#### The data
__________________________________________________

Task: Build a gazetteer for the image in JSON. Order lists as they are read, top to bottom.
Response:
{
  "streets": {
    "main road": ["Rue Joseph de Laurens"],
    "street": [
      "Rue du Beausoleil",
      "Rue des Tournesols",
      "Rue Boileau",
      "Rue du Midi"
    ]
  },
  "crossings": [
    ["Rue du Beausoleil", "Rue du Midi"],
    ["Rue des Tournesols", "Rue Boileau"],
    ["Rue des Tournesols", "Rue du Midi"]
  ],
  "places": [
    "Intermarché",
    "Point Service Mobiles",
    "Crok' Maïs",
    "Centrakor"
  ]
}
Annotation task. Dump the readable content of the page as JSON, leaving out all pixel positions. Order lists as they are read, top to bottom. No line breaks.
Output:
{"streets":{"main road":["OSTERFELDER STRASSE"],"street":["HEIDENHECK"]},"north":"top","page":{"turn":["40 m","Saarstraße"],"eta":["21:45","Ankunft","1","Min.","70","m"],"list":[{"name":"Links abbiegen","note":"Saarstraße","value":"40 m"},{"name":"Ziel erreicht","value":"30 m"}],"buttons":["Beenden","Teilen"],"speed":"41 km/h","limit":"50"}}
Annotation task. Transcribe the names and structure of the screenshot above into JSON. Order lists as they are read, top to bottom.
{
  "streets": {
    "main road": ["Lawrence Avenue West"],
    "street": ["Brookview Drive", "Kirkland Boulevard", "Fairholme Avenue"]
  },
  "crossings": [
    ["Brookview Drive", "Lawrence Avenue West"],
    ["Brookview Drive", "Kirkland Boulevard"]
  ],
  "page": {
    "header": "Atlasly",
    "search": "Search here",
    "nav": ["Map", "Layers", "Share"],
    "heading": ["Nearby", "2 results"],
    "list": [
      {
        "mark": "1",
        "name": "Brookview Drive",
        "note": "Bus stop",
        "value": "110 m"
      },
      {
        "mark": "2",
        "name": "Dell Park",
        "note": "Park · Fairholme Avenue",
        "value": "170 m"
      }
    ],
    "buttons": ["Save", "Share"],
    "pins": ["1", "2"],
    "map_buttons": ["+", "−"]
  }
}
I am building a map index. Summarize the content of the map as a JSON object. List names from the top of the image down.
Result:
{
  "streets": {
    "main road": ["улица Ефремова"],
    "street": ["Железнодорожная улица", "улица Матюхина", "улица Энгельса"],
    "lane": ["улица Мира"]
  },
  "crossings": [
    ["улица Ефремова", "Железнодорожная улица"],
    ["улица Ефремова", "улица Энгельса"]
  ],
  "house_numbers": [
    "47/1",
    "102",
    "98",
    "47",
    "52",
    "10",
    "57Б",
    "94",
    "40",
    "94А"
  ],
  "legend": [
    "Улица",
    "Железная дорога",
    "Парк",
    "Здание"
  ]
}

__________________________________________________

#### What the task asks
Would you repeat each of the lines above exactly?

#### Answer for this exercise
Task: Build a gazetteer for the image in JSON. Order lists as they are read, top to bottom.
Response:
{
  "streets": {
    "main road": ["Rue Joseph de Laurens"],
    "street": [
      "Rue du Beausoleil",
      "Rue des Tournesols",
      "Rue Boileau",
      "Rue du Midi"
    ]
  },
  "crossings": [
    ["Rue du Beausoleil", "Rue du Midi"],
    ["Rue des Tournesols", "Rue Boileau"],
    ["Rue des Tournesols", "Rue du Midi"]
  ],
  "places": [
    "Intermarché",
    "Point Service Mobiles",
    "Crok' Maïs",
    "Centrakor"
  ]
}
Annotation task. Dump the readable content of the page as JSON, leaving out all pixel positions. Order lists as they are read, top to bottom. No line breaks.
Output:
{"streets":{"main road":["OSTERFELDER STRASSE"],"street":["HEIDENHECK"]},"north":"top","page":{"turn":["40 m","Saarstraße"],"eta":["21:45","Ankunft","1","Min.","70","m"],"list":[{"name":"Links abbiegen","note":"Saarstraße","value":"40 m"},{"name":"Ziel erreicht","value":"30 m"}],"buttons":["Beenden","Teilen"],"speed":"41 km/h","limit":"50"}}
Annotation task. Transcribe the names and structure of the screenshot above into JSON. Order lists as they are read, top to bottom.
{
  "streets": {
    "main road": ["Lawrence Avenue West"],
    "street": ["Brookview Drive", "Kirkland Boulevard", "Fairholme Avenue"]
  },
  "crossings": [
    ["Brookview Drive", "Lawrence Avenue West"],
    ["Brookview Drive", "Kirkland Boulevard"]
  ],
  "page": {
    "header": "Atlasly",
    "search": "Search here",
    "nav": ["Map", "Layers", "Share"],
    "heading": ["Nearby", "2 results"],
    "list": [
      {
        "mark": "1",
        "name": "Brookview Drive",
        "note": "Bus stop",
        "value": "110 m"
      },
      {
        "mark": "2",
        "name": "Dell Park",
        "note": "Park · Fairholme Avenue",
        "value": "170 m"
      }
    ],
    "buttons": ["Save", "Share"],
    "pins": ["1", "2"],
    "map_buttons": ["+", "−"]
  }
}
I am building a map index. Summarize the content of the map as a JSON object. List names from the top of the image down.
Result:
{
  "streets": {
    "main road": ["улица Ефремова"],
    "street": ["Железнодорожная улица", "улица Матюхина", "улица Энгельса"],
    "lane": ["улица Мира"]
  },
  "crossings": [
    ["улица Ефремова", "Железнодорожная улица"],
    ["улица Ефремова", "улица Энгельса"]
  ],
  "house_numbers": [
    "47/1",
    "102",
    "98",
    "47",
    "52",
    "10",
    "57Б",
    "94",
    "40",
    "94А"
  ],
  "legend": [
    "Улица",
    "Железная дорога",
    "Парк",
    "Здание"
  ]
}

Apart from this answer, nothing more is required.